Peter Powning, an award-winning sculptor from Markhamville N.B., has been awarded the Saint John 225 public art commission for his original work ‘Shards of Time’.
Powning and his team, which includes his son, artist Jake Powning; UNB Saint John historian Greg Marquis; UNB archeologists David Black and Susan Blair; structural engineers Dan Estabrooks and Ross Whitcomb; landscape architect
Larry Stewart and lighting designer Luis Rocha, were selected by a seven-member jury from a group of 26 submissions from across Canada.
‘Shards of Time’ is a multilayered piece that will pay tribute to the many generations who have lived here, where the St. John River meets the Bay of Fundy, for millennia. When completed, it will be installed at the top of the harbour, at a point along Harbour Passage where the path splits underneath the Harbour Bridge, just west of Fort LaTour and east of the HMS
The main structure is a representation of a pottery bowl that is considered typical from the Late Maritime archeological era, representative of the Paleo-Indian peoples who are believed to have lived in the area as long as 11,000 years ago. The vessel, which will weigh approximately 6 tons and is roughly 12 feet in diameter, 18 feet wide and 10 feet high, is fragmented – or in
shards. It will appear to be half-buried, recreating the feeling of an archeological site.
Encircling these shards will be a cast bronzed band that will contain imprints of objects from Saint John’s past. Later this year, the Powning Design team will be asking the public to submit small historical artifacts to be considered for inclusion in the piece. The team will make wax impressions of the items that will be integrated into ‘Shards of Time’.
“We are very excited by Powning Designs’ proposal.
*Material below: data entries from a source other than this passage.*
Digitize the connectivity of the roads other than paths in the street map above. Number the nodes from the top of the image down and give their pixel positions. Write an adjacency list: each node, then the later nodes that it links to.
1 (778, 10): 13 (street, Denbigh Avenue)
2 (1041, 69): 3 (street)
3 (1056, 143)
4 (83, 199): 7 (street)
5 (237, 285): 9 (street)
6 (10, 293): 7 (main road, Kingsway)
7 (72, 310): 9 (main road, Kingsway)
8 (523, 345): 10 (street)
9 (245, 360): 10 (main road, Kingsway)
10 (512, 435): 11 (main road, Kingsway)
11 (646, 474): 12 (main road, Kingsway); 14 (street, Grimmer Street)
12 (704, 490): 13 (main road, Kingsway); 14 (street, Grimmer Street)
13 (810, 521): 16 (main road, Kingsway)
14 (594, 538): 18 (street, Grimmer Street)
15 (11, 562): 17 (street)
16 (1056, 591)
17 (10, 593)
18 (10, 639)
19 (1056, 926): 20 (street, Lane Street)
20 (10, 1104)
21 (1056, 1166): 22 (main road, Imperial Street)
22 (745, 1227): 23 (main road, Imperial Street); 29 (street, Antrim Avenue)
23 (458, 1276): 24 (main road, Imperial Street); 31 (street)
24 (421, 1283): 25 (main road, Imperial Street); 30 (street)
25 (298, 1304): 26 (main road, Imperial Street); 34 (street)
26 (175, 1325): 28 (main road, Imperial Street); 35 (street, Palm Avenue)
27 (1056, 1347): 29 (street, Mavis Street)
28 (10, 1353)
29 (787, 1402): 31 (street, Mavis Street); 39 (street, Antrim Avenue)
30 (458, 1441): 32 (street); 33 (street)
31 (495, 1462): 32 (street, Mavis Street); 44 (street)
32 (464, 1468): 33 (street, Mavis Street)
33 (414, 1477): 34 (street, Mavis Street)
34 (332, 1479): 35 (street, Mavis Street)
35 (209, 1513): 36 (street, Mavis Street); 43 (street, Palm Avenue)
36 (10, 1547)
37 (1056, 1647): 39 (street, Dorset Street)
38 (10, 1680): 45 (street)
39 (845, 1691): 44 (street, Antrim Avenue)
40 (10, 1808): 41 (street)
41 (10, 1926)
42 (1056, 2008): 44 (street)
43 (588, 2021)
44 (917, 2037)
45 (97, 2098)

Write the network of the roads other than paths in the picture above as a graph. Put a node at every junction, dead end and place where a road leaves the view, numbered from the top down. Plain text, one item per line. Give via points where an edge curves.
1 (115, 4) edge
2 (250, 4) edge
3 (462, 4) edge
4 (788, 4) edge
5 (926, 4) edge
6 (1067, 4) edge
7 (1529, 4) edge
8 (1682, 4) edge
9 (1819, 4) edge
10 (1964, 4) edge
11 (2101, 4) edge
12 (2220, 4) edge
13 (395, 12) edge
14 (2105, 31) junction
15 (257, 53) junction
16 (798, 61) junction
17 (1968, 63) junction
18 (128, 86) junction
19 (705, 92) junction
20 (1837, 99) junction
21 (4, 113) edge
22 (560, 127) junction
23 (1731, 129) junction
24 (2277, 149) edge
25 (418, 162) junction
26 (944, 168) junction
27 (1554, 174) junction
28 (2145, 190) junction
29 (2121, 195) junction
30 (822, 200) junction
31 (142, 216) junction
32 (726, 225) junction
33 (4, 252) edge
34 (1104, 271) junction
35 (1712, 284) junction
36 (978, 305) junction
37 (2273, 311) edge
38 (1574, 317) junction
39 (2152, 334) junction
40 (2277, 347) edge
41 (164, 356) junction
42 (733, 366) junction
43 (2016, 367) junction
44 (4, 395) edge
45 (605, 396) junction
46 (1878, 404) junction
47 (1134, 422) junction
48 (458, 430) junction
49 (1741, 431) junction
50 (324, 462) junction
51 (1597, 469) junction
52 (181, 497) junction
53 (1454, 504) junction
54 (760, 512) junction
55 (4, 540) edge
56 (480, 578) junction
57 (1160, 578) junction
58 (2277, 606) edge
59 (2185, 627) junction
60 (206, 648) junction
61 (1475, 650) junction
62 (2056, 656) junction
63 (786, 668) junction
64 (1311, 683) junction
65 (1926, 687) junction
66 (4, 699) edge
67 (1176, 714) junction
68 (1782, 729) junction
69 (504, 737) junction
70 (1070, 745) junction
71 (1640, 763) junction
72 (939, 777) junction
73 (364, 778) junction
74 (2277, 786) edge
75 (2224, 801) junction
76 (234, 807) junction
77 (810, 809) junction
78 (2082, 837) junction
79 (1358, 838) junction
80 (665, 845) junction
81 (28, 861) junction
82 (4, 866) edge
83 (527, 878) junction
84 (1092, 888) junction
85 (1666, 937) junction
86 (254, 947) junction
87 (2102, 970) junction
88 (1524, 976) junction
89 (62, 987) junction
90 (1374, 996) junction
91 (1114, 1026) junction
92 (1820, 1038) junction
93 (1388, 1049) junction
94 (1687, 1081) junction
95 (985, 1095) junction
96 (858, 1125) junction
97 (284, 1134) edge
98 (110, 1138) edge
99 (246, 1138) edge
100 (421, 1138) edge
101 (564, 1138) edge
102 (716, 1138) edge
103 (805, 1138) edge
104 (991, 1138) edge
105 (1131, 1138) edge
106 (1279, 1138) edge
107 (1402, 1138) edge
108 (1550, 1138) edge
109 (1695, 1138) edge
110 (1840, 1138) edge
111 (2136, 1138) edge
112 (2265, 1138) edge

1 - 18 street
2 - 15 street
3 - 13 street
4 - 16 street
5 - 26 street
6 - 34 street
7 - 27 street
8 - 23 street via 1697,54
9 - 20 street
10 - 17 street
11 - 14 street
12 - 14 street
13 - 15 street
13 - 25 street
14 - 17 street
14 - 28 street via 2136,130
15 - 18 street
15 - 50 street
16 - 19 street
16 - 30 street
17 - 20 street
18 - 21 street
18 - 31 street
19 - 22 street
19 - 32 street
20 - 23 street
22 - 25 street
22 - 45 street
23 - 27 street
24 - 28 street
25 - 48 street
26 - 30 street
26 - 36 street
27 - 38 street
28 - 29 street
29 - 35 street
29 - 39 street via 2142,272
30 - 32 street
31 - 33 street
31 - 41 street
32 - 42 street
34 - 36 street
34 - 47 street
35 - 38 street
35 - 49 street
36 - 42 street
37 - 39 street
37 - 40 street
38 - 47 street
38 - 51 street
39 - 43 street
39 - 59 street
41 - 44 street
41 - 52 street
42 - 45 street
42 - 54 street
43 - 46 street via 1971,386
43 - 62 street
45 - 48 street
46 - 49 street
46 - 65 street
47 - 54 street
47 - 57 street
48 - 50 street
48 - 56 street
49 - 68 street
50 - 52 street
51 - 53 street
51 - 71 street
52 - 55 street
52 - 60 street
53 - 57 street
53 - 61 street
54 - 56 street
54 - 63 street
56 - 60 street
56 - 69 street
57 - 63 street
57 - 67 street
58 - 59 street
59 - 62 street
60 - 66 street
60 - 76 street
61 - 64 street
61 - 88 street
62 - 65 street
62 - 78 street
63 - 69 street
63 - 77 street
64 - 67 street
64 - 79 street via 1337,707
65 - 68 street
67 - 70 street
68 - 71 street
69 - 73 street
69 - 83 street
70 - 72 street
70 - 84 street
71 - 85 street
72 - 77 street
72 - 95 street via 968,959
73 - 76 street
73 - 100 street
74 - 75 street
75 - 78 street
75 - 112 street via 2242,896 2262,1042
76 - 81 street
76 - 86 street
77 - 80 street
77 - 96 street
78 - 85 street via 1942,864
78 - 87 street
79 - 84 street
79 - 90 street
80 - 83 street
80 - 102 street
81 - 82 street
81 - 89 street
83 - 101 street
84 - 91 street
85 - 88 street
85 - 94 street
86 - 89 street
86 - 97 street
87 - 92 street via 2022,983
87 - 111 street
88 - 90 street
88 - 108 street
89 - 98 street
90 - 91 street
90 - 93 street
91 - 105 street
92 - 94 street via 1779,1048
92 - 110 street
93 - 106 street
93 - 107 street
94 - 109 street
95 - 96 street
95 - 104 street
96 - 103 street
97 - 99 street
When it is completed and installed next summer, it will be a fantastic new element along Harbour Passage and the Saint John Waterfront – a signature public art piece for Saint John,” said Michael Wennberg, Saint John 225 board member and head of the public art project. “What drew the public art jury and our Saint John 225 board to it over the many other submissions was both how well the piece captures the full scope of our history and Peter’s commitment to get the public involved in its creation. This means that it will be a piece that truly belongs to the
people of Saint John.”
The value of the contract is $200,000 and is a project of Saint John 225, the official anniversary celebrations of the City of Saint John and its incorporation as Canada’s original city. Saint John was incorporated on May 18, 1785. Saint John and its anniversary celebrations have been designated a 2010 Cultural Capitals of Canada.
Saint John 225’s public art project is a continuation of the City of Saint John’s successful One Percent for Arts program, which encourages public sector capital projects to set aside a minimum of one per cent of capital costs for a public art installation. To date three pieces have been commissioned and installed, two at the headquarters for Saint John Energy and one piece outside Saint John Transit’s new terminal.
“This piece will be a wonderful addition to the Saint John waterfront. People will be able to explore their history by walking around ‘Shards of Time’ and looking at the pieces in it. Peter Powning’s design is a fitting tribute to our history,” said Saint John Mayor Ivan Court. “We are proud of our designation as a Cultural Capital of Canada, which establishes the importance of arts and culture to the life of our city.”
Powning Design will install ‘Shards of Time’ following completion of construction on the Harbour Bridge, tentatively scheduled for mid-2011.
The Saint John 225 public art jury members were: artists Monica Adair, Ned Bear, Gerald Beaulieu, Sarah Jones and Andre Lapointe; New Brunswick Museum art curator Peter Laroque and Beaverbrook Art Gallery curator Terry Graff.